[[ Data shown, beginning ]]
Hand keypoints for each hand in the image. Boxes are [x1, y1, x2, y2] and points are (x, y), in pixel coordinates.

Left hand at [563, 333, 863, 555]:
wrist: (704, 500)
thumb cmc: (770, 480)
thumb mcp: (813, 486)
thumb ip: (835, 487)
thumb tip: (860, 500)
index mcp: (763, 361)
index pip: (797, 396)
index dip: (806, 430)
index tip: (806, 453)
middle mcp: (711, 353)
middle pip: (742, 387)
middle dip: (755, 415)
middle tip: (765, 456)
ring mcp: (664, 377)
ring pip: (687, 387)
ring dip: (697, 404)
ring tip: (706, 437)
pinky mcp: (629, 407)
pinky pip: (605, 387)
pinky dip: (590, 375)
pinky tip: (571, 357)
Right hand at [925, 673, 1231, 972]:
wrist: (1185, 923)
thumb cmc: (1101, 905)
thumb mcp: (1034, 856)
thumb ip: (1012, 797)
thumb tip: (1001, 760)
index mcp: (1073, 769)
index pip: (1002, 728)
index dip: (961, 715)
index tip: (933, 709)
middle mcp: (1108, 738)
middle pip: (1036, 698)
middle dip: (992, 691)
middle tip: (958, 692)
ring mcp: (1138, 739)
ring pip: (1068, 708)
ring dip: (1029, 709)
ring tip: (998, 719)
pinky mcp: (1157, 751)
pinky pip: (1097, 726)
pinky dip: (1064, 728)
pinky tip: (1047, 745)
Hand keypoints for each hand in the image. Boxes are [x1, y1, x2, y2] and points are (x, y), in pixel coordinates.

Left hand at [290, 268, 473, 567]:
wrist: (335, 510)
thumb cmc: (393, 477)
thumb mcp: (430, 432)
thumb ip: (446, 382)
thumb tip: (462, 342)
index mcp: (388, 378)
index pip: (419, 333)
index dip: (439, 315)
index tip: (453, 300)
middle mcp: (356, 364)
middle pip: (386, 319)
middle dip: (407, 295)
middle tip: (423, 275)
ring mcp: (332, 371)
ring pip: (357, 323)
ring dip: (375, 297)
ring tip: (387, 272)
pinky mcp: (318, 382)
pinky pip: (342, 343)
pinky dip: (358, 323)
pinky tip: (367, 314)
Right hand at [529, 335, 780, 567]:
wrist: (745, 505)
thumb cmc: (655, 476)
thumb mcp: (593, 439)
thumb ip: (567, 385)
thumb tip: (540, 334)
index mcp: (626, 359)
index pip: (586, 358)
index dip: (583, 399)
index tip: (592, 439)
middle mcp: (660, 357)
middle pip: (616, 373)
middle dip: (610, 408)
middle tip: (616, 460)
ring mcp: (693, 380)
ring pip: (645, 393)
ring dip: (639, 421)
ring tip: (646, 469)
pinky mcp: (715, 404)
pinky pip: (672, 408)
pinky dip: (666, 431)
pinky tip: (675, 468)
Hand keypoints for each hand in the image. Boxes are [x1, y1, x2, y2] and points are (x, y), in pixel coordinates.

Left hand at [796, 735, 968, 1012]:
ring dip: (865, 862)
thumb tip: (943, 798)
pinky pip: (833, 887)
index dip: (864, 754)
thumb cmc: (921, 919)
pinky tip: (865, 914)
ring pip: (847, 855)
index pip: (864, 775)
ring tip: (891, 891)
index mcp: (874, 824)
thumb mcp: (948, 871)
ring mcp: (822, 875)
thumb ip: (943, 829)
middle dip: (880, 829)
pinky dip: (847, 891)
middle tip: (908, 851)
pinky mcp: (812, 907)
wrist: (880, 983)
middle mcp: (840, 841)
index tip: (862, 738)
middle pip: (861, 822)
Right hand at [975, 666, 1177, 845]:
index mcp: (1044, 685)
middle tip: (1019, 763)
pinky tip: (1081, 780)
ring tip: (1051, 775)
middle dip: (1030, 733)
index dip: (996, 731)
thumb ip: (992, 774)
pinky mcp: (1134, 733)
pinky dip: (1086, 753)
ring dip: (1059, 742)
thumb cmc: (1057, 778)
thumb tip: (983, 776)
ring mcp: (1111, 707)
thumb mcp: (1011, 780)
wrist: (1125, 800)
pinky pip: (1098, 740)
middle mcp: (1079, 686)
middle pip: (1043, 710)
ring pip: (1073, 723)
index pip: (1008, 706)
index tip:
[[ Data shown, end ]]
● **About this exercise**: From the records above, copy only the lines starting with the line that holds "middle dip: (1030, 733)" and going on through the line that holds "ring pip: (1073, 723)", exactly as written.

● **Answer for this exercise**:
middle dip: (1030, 733)
index dip: (996, 731)
thumb ip: (992, 774)
pinky mcp: (1134, 733)
pinky dip: (1086, 753)
ring dip: (1059, 742)
thumb cmc: (1057, 778)
thumb tip: (983, 776)
ring mcp: (1111, 707)
thumb mcp: (1011, 780)
wrist: (1125, 800)
pinky pip: (1098, 740)
middle mcp: (1079, 686)
middle pip: (1043, 710)
ring pip: (1073, 723)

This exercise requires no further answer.